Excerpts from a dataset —
○ ○ ○

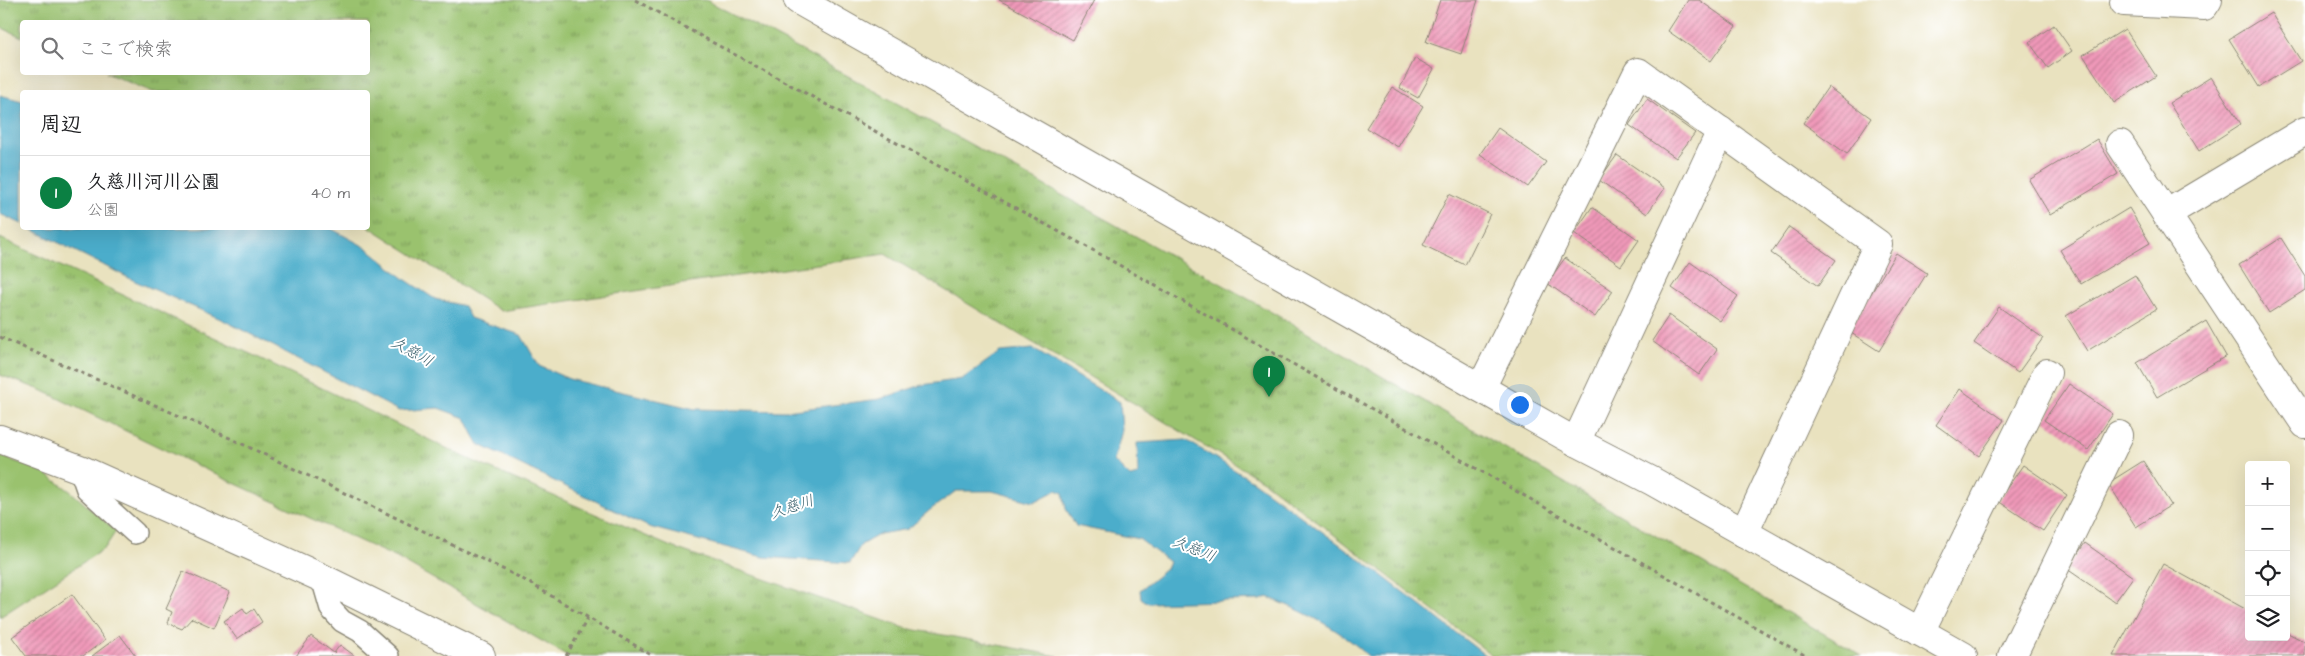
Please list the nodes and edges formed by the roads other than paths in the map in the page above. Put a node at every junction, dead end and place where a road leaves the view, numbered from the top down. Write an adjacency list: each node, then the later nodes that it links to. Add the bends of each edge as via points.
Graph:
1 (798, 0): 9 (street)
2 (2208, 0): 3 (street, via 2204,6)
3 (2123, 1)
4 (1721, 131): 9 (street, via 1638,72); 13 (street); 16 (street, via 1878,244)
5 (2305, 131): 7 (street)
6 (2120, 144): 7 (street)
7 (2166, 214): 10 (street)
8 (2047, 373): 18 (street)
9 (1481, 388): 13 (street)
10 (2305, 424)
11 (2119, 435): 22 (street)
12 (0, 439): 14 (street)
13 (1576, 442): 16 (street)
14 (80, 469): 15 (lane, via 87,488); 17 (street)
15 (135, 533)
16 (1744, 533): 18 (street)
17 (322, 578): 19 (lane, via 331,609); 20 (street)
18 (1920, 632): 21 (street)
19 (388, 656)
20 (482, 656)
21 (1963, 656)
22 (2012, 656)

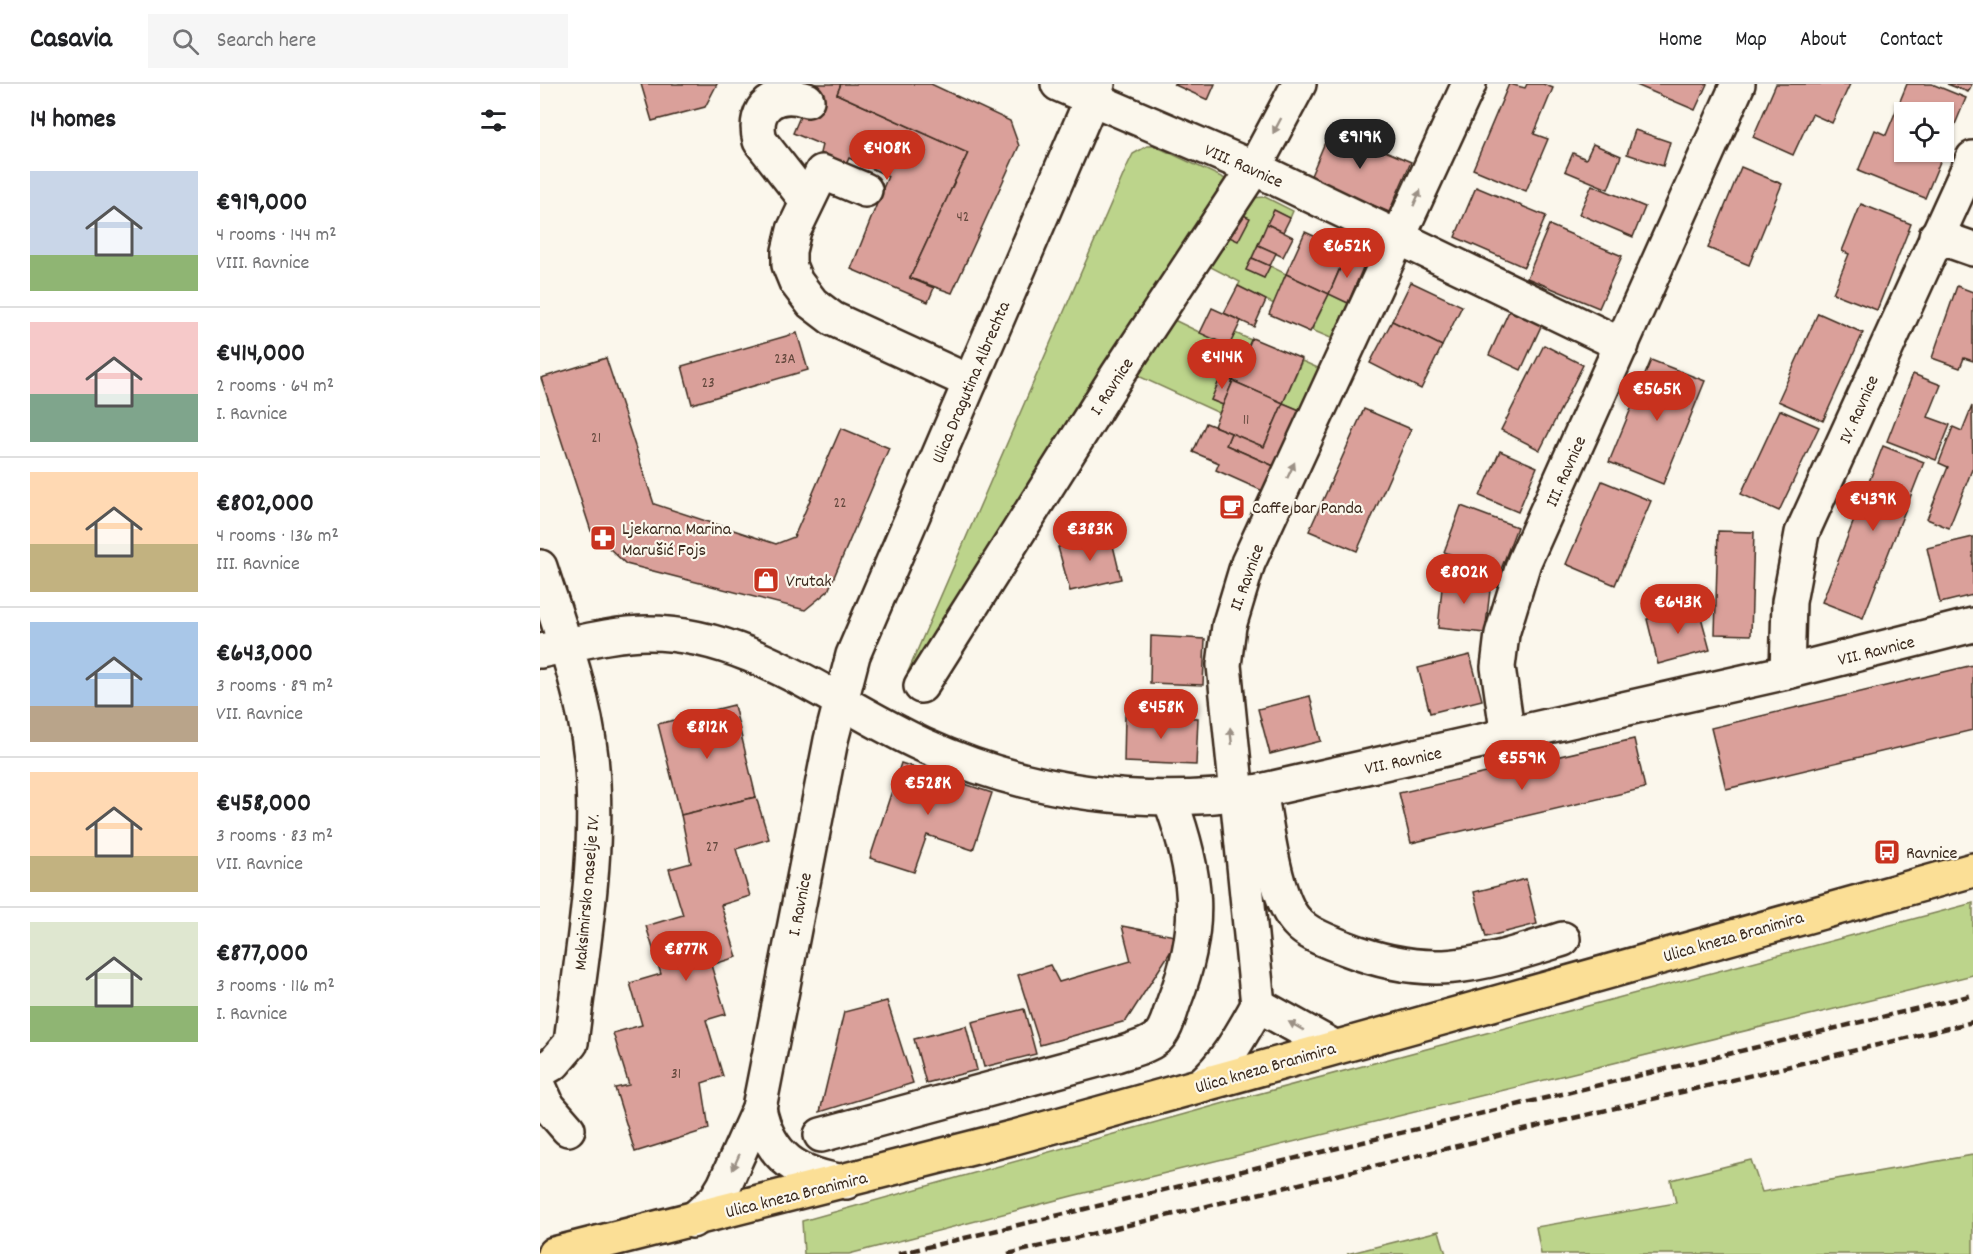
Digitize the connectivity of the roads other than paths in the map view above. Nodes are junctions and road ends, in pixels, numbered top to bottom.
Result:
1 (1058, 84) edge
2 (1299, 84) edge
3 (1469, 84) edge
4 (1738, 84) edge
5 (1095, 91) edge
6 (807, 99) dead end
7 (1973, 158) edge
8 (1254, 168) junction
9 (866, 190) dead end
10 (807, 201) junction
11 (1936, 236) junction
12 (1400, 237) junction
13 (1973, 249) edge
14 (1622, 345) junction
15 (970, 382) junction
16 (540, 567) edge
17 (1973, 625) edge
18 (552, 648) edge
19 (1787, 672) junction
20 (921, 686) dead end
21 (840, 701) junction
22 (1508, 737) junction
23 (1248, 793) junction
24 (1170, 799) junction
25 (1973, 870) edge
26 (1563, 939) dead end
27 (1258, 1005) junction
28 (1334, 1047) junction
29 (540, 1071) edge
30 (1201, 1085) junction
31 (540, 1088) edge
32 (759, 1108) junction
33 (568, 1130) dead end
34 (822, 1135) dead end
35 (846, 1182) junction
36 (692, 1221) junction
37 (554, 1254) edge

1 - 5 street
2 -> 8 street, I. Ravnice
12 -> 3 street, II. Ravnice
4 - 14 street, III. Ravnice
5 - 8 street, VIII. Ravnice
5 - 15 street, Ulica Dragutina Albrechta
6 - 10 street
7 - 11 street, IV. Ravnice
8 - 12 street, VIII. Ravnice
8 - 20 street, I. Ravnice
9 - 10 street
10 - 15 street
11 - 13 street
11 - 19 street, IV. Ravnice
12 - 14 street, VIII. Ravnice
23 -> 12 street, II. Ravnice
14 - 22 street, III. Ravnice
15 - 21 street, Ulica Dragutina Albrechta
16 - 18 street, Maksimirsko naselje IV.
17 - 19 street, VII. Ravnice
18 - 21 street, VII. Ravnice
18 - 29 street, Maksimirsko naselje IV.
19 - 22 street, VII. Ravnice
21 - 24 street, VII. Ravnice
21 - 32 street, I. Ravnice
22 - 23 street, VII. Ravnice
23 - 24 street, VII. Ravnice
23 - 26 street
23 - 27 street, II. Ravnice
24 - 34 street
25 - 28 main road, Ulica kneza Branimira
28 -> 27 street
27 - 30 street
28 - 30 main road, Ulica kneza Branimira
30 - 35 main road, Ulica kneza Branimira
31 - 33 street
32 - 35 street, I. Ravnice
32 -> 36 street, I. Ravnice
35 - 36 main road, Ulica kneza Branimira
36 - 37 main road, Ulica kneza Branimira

○ ○ ○

ASSIGNMENT — From the entries above, copy each line holding "Dragutina".

YOUR RESPONSE —
5 - 15 street, Ulica Dragutina Albrechta
15 - 21 street, Ulica Dragutina Albrechta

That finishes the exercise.